It’s that time again to profile a classic Hollywood star by briefly looking at 4 of their films. Today’s centerpiece is Archibald Leach more commonly remembered as Cary Grant, the suave, debonair, screwball extraordinaire who groomed himself into one of Hollywood’s preeminent leading men.
Philadelphia Story (1940)
He’s rude and obnoxious and yet something about him makes it hard for Katharine Hepburn to say no to her old beau even as he tries to scandalize her latest marriage. The dynamics between Grant, Hepburn, and Stewart are what you dream for with such a pairing. While you’re at it, Bringing Up Baby is a must.
His Girl Friday (1940)
This is a true Cary Grant tour de force as he whizzes through the newsroom sparring with his old matrimonial partner in crime Rosalind Russell. Their verbal jousts are truly frenetic poetry, and the turbulence they churn up is some of the best conflict any screwball comedy was ever blessed with.

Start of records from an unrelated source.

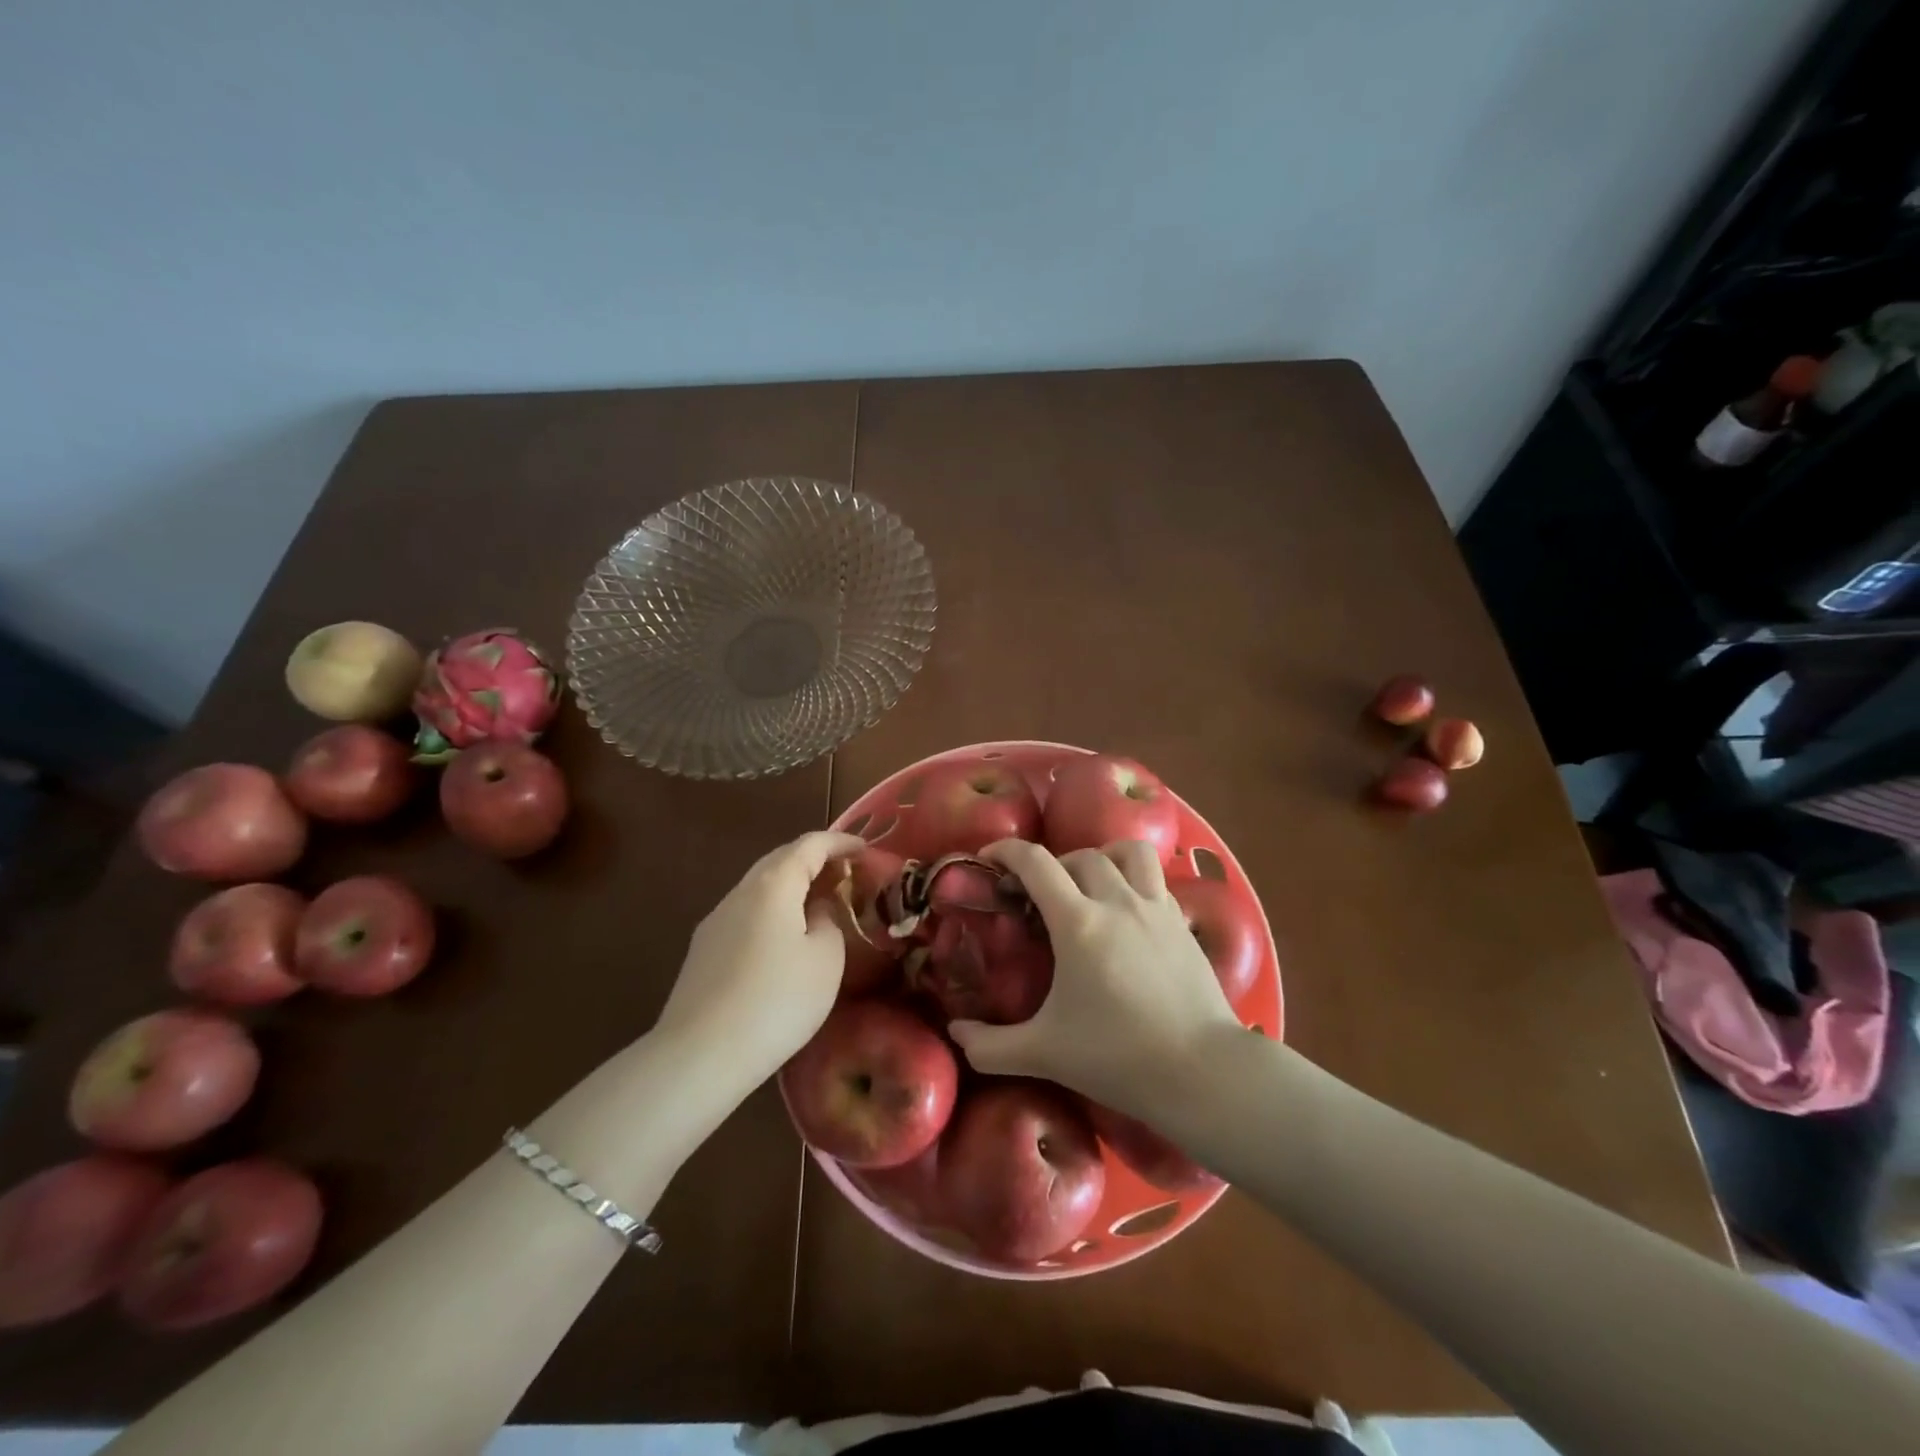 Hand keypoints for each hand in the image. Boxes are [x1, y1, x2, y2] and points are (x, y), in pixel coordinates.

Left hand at [653, 830, 866, 1098]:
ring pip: (761, 888)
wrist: (700, 1055)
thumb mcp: (825, 959)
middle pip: (781, 860)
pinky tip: (784, 939)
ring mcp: (716, 921)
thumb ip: (828, 921)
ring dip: (792, 887)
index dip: (841, 842)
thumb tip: (816, 911)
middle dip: (815, 860)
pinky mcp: (704, 951)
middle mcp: (740, 892)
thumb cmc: (777, 1000)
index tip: (866, 850)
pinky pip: (747, 914)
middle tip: (846, 875)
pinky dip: (773, 911)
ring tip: (819, 905)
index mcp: (774, 884)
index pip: (810, 845)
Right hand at [948, 839, 1242, 1120]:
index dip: (1005, 851)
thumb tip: (955, 1034)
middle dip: (1051, 865)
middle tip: (1037, 895)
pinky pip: (1156, 879)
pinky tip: (1128, 912)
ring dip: (1101, 857)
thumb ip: (990, 1046)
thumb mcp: (1044, 1053)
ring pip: (1128, 852)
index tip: (987, 860)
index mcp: (1078, 922)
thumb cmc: (1118, 1057)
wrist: (1203, 1072)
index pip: (1035, 862)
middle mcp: (1117, 901)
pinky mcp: (1183, 922)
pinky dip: (1134, 880)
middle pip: (1078, 856)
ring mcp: (1156, 907)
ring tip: (1089, 884)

The Awful Truth and The Favorite Wife with Irene Dunne are swell as well.
Notorious (1946)
He’s always a bit of a debonair or lovable cad. In this one there’s no pretense. As the callous government agent Devlin, he makes Ingrid Bergman cry. This total revision of his persona is powerful, and it would lay the groundwork for one of the great Hitchcock movies. Not only that, their amorous kiss fest would slyly obliterate Hollywood convention.
North By Northwest (1959)
What makes him so great in North By Northwest is how ordinary and amicable his Roger Thornhill is only to be thrown pell-mell into a cross-country murder plot. The advertising exec finds himself fleeing from the authorities and the perpetrators in this delightful man-on-the-run pulse-pounder.
Worth Watching:
Holiday, Only Angels Have Wings, Gunga Din, Suspicion, Talk of The Town, The Bishop’s Wife, People Will Talk, To Catch a Thief, An Affair to Remember, Indiscreet, Charade, and many more!